N'avez-vous pas visité les Antilles, l'Afrique et l'Italie,
l'Espagne ? Ah ! capitaine, votre chien
boiteux !
D'Auverney tressaillit, laissa tomber son
cigare, et se retourna brusquement vers l'entrée de la tente, au
moment ou un chien énorme accourait en boitant vers lui.
Le chien écrasa en passant le cigare du
capitaine ; le capitaine n'y fit nulle attention.

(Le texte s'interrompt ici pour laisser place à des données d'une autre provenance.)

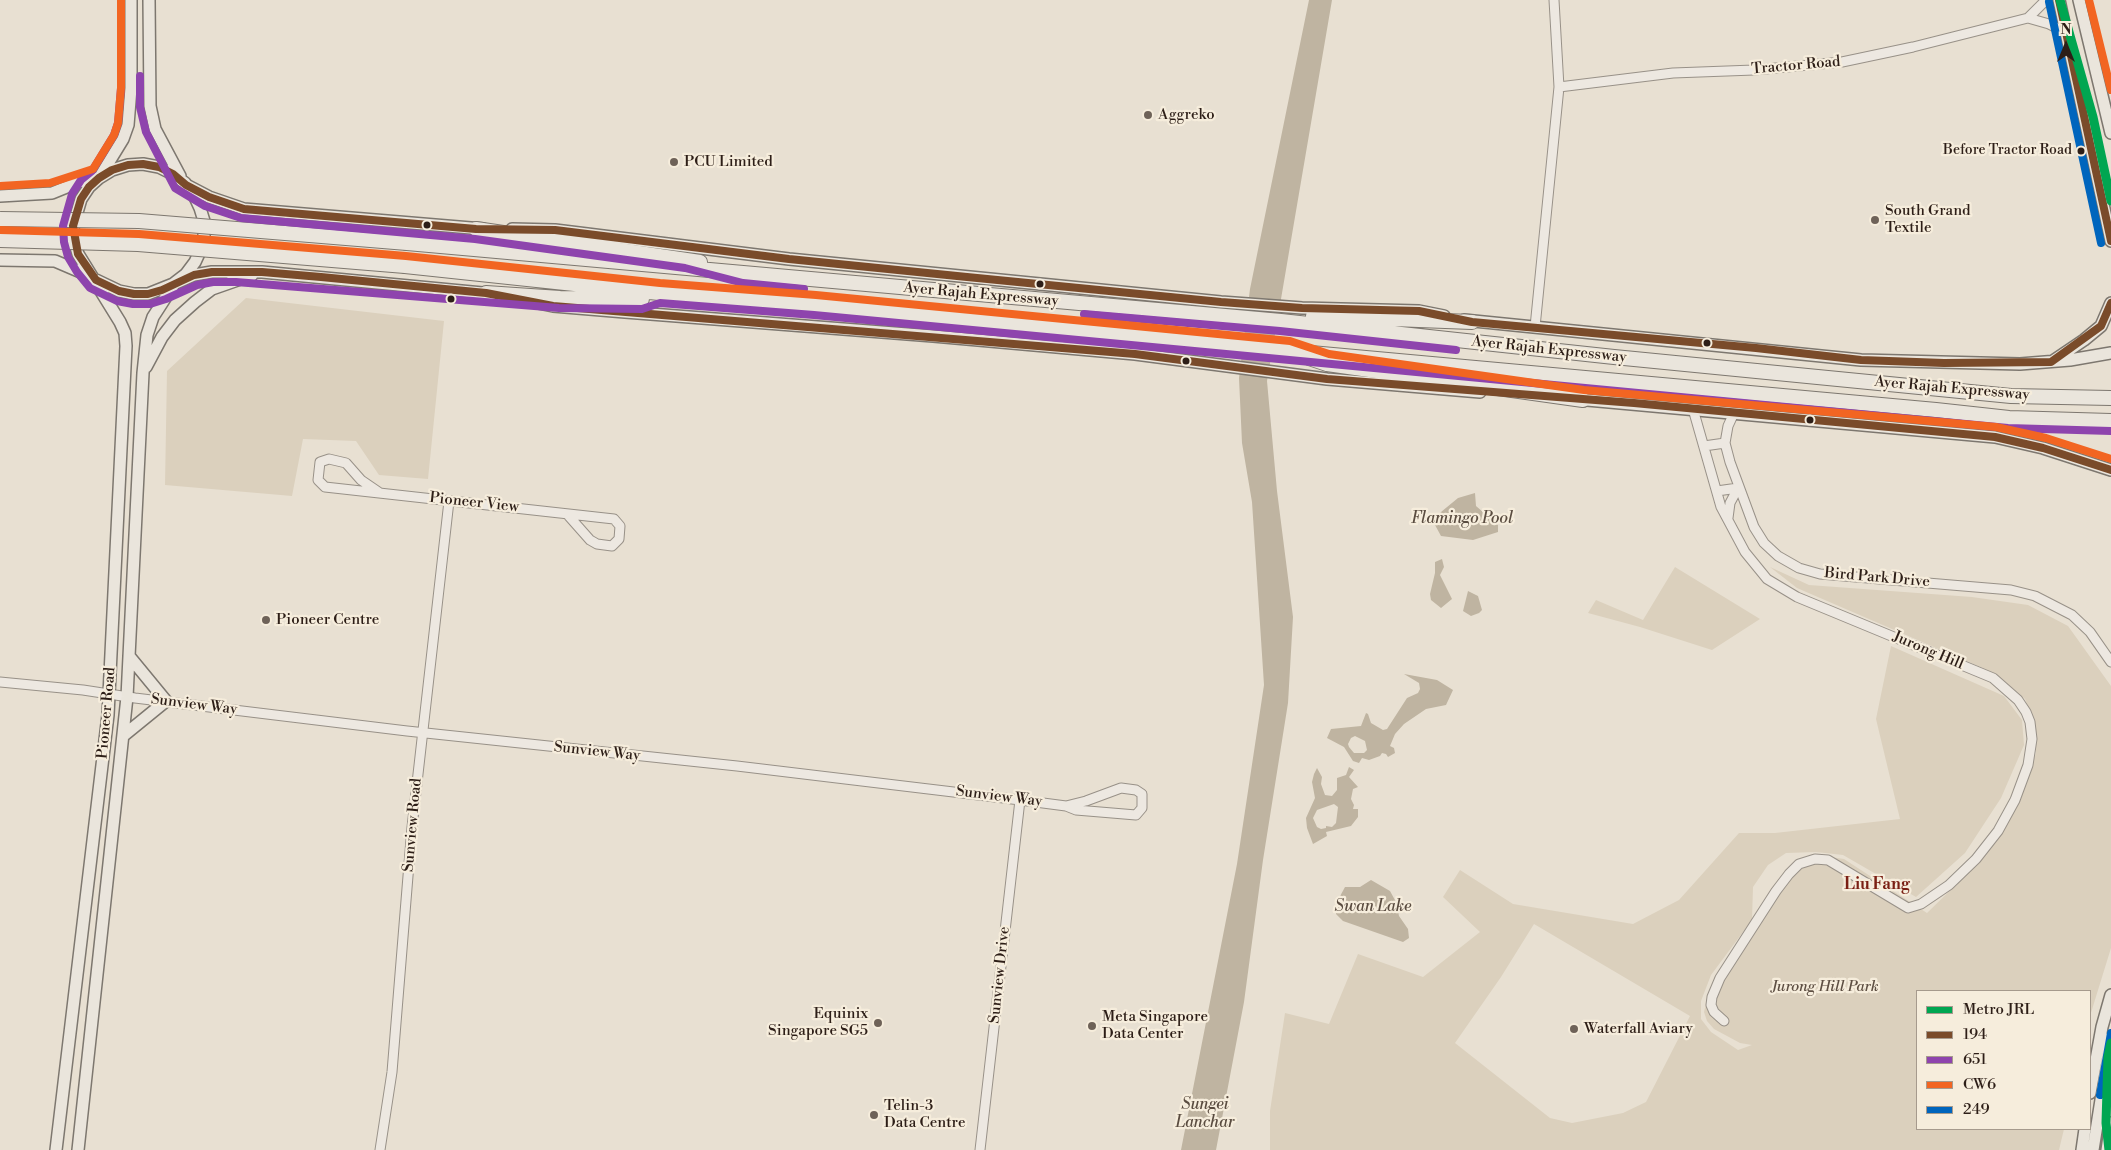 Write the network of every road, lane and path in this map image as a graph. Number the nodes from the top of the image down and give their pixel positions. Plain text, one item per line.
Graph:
1 (131, 0) edge
2 (149, 0) edge
3 (1554, 0) edge
4 (2046, 0) edge
5 (2059, 0) edge
6 (2079, 0) edge
7 (2028, 18) junction
8 (2067, 33) junction
9 (1559, 87) junction
10 (2111, 133) edge
11 (99, 177) junction
12 (185, 183) junction
13 (0, 196) edge
14 (0, 219) edge
15 (476, 229) junction
16 (0, 240) edge
17 (2111, 241) edge
18 (0, 260) edge
19 (262, 272) junction
20 (745, 273) junction
21 (95, 279) junction
22 (175, 284) junction
23 (486, 293) junction
24 (659, 293) junction
25 (2111, 303) edge
26 (1281, 321) junction
27 (1472, 322) junction
28 (1535, 327) junction
29 (1289, 351) junction
30 (2111, 353) edge
31 (2051, 362) junction
32 (143, 373) junction
33 (2111, 398) edge
34 (1583, 400) junction
35 (1693, 409) junction
36 (1734, 413) junction
37 (2111, 421) edge
38 (1725, 443) junction
39 (1704, 446) junction
40 (2109, 471) edge
41 (1738, 488) junction
42 (1716, 491) junction
43 (380, 493) junction
44 (449, 501) junction
45 (567, 514) junction
46 (1728, 520) junction
47 (129, 656) junction
48 (2111, 662) edge
49 (0, 682) edge
50 (110, 694) junction
51 (127, 697) junction
52 (166, 701) junction
53 (423, 732) junction
54 (123, 736) junction
55 (1020, 800) junction
56 (1066, 806) junction
57 (2111, 995) edge
58 (1724, 1021) dead end
59 (2111, 1037) edge
60 (2091, 1087) edge
61 (2111, 1123) edge
62 (2085, 1130) edge
63 (56, 1150) edge
64 (78, 1150) edge
65 (380, 1150) edge
66 (980, 1150) edge
67 (2082, 1150) edge
68 (2093, 1150) edge
69 (2107, 1150) edge

1 - 11 main road
2 - 12 main road
3 - 9 street
4 - 7 street
5 - 8 main road
6 - 10 main road
7 - 8 street
7 - 9 street, Tractor Road
8 - 17 main road
9 - 28 street
11 - 12 main road
11 - 13 main road
11 - 21 main road
12 - 15 main road
12 - 22 main road
14 - 20 highway, Ayer Rajah Expressway, bridge
15 - 20 highway
15 - 27 main road
16 - 24 highway, Ayer Rajah Expressway, bridge
18 - 21 main road
19 - 22 main road
19 - 23 main road
19 - 32 main road
20 - 26 highway, Ayer Rajah Expressway
21 - 22 main road
21 - 50 main road, Pioneer Road
22 - 32 main road, Pioneer Road
23 - 24 highway
23 - 34 main road
24 - 29 highway, Ayer Rajah Expressway
25 - 31 main road
26 - 27 highway
26 - 33 highway, Ayer Rajah Expressway
27 - 28 main road
28 - 31 main road
29 - 34 highway
29 - 37 highway, Ayer Rajah Expressway
30 - 31 main road
32 - 47 main road, Pioneer Road
34 - 35 main road
35 - 36 main road
35 - 39 street, Jurong Hill
36 - 38 street
36 - 40 main road
38 - 39 street
38 - 41 street, Bird Park Drive
39 - 42 street, Jurong Hill
41 - 42 street
41 - 46 street
41 - 48 street, Bird Park Drive
42 - 46 street, Jurong Hill
43 - 43 street, Pioneer View
43 - 44 street, Pioneer View
44 - 45 street, Pioneer View
44 - 53 street, Sunview Road
45 - 45 street, Pioneer View
46 - 58 street, Jurong Hill
47 - 51 main road, Pioneer Road
47 - 52 main road
49 - 50 street, Sunview Way
50 - 51 street, Sunview Way
50 - 63 main road, Pioneer Road
51 - 52 street, Sunview Way
51 - 54 main road, Pioneer Road
52 - 53 street, Sunview Way
52 - 54 main road
53 - 55 street, Sunview Way
53 - 65 street, Sunview Road
54 - 64 main road, Pioneer Road
55 - 56 street, Sunview Way
55 - 66 street, Sunview Drive
56 - 56 street, Sunview Way
57 - 60 main road
59 - 68 main road
61 - 69 main road
62 - 67 main road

Le chien lui lécha les pieds, le flatta avec
sa queue, jappa, gambada de son mieux, puis vint se coucher devant
lui. Le capitaine, ému, oppressé, le caressait machinalement de la
main gauche, en détachant de l'autre la mentonnière de son casque,
et répétait de temps en temps : – Te voilà. Rask ! te
voilà ! – Enfin il s'écria : – Mais qui donc t'a
ramené ?
– Avec votre permission, mon capitaine…
Depuis quelques minutes, le sergent Thadée
avait soulevé le rideau de la tente, et se tenait debout, le bras
droit enveloppé dans sa redingote, les larmes aux yeux, et
contemplant en silence le dénouement de l'odyssée. Il hasarda à la
fin ces paroles : Avec votre permission. mon
capitaine… D'Auverney leva les yeux.
– C'est toi, Thad ; et comment diable
as-tu pu ?… Pauvre chien ! je le croyais dans le camp
anglais. Où donc l'as-tu trouvé ?
– Dieu merci ! vous m'en voyez, mon
capitaine, aussi joyeux que monsieur votre neveu, quand vous lui
faisiez décliner cornu, la corne ; cornu, de
la corne…
– Mais dis-moi donc où tu l'as
trouvé ?
– Je ne l'ai pas trouvé, mon capitaine, j'ai
bien été le chercher.
Le capitaine se leva, et tendit la main au
sergent ; mais la main du sergent resta enveloppée dans sa
redingote. Le capitaine n'y prit point garde.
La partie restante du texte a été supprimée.